### EXTRACTED DATA ###

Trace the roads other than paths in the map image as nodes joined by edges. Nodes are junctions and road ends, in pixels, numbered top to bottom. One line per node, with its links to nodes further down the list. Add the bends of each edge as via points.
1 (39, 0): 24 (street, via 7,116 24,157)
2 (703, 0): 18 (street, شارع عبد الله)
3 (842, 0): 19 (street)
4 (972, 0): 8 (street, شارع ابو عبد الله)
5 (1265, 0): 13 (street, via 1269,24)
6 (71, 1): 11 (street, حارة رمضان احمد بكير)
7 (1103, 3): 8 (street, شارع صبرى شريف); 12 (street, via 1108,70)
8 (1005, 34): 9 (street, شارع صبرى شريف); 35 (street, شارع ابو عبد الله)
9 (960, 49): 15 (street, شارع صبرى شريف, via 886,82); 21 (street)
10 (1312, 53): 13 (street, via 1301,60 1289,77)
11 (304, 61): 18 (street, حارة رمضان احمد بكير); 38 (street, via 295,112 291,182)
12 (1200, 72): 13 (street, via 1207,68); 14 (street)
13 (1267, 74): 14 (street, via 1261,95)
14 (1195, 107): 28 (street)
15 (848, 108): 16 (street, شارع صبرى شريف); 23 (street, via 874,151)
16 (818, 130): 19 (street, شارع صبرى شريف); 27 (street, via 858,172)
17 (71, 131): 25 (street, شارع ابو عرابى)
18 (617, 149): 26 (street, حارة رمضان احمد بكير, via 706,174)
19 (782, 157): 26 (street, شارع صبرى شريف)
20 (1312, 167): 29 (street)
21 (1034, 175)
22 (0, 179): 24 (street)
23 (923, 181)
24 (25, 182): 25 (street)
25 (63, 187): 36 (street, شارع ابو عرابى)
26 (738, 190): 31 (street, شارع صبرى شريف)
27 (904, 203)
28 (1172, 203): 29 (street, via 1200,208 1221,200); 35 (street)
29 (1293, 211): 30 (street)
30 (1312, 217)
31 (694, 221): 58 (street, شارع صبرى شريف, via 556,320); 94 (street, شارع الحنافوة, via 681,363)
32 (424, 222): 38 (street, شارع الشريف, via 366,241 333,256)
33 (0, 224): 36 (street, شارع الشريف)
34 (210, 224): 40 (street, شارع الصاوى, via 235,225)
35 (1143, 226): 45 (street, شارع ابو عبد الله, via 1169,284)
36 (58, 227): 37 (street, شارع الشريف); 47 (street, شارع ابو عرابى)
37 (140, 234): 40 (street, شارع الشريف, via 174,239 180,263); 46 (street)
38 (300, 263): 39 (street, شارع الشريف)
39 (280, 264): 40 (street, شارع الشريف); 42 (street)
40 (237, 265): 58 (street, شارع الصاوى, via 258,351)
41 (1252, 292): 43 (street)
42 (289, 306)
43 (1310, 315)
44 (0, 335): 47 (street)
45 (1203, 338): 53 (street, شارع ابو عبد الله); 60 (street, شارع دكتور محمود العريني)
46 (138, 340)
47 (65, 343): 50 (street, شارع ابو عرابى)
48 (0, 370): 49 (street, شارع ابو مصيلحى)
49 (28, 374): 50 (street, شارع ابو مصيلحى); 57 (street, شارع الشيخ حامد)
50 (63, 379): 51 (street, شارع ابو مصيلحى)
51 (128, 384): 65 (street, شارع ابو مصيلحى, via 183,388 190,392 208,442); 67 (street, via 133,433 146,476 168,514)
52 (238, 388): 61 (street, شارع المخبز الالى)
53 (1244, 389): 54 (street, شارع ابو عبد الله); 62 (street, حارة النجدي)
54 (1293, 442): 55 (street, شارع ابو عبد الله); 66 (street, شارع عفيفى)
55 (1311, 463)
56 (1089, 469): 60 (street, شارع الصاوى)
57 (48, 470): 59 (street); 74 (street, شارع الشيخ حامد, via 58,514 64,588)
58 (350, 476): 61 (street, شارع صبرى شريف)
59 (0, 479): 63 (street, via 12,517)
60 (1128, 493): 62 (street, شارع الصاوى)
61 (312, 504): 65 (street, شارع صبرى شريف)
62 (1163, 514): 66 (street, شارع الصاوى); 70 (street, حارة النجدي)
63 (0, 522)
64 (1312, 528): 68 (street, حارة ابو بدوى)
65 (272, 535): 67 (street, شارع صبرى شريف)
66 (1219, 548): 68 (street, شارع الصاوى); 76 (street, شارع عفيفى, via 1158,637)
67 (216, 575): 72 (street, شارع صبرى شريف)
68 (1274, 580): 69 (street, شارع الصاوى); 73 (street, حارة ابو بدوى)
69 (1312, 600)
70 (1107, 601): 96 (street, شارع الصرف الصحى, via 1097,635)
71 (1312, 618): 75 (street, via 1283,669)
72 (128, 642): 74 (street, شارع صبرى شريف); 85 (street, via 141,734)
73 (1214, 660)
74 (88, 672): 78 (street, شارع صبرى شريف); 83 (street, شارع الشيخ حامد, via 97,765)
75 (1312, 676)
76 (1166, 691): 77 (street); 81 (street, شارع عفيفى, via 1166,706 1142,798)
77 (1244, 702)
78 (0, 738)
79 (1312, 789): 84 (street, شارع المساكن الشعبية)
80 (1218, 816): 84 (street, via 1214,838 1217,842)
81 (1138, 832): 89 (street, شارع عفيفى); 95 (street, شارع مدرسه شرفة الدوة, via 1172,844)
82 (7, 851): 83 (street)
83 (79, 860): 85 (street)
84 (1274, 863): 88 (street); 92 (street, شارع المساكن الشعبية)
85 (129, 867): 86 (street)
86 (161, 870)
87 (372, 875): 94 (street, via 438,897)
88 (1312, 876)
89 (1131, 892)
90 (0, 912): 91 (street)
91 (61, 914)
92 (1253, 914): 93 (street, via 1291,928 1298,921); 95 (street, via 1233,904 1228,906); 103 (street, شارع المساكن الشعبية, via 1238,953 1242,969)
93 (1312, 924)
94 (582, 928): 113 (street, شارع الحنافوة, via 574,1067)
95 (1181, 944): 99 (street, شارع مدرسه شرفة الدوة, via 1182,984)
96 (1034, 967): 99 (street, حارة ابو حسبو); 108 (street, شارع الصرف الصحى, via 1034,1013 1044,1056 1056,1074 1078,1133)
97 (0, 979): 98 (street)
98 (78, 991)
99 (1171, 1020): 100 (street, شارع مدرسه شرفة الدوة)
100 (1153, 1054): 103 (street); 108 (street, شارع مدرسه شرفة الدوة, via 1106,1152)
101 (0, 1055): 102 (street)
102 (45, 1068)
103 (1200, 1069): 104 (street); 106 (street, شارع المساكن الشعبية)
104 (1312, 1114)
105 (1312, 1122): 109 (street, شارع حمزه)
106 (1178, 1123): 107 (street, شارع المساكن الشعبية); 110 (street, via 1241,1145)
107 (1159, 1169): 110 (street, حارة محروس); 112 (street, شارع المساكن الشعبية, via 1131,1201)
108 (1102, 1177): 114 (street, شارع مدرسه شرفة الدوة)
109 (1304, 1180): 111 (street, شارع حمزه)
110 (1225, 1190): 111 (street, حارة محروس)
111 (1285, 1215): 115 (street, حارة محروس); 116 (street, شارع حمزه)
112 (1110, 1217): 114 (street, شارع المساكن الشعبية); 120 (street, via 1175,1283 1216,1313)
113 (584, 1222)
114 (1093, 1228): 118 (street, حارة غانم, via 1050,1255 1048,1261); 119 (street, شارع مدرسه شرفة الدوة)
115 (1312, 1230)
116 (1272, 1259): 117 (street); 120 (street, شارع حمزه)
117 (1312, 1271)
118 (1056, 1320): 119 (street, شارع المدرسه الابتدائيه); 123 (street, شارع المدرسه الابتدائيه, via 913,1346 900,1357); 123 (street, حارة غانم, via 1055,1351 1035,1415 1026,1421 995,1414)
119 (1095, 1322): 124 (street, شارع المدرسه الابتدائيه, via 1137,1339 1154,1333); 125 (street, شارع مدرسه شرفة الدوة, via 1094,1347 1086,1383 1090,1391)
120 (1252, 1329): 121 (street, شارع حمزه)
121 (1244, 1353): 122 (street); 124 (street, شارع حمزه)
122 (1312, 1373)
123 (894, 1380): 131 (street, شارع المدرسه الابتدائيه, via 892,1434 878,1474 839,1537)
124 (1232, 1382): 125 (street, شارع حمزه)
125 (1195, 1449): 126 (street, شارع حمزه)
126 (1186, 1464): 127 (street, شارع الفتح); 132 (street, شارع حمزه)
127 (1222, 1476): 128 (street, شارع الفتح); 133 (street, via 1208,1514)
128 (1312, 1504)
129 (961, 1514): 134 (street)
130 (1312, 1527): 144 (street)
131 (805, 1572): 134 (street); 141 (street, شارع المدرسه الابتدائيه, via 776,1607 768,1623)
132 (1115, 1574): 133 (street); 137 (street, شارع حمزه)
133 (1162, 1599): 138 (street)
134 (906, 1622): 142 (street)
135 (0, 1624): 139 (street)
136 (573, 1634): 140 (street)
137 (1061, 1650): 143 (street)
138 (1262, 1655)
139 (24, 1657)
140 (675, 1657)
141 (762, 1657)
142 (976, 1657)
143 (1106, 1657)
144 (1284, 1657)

###

WORK ORDER → Where a line in the records above contains the string "النجدي", return that line.

ANSWER SPACE →
53 (1244, 389): 54 (street, شارع ابو عبد الله); 62 (street, حارة النجدي)
62 (1163, 514): 66 (street, شارع الصاوى); 70 (street, حارة النجدي)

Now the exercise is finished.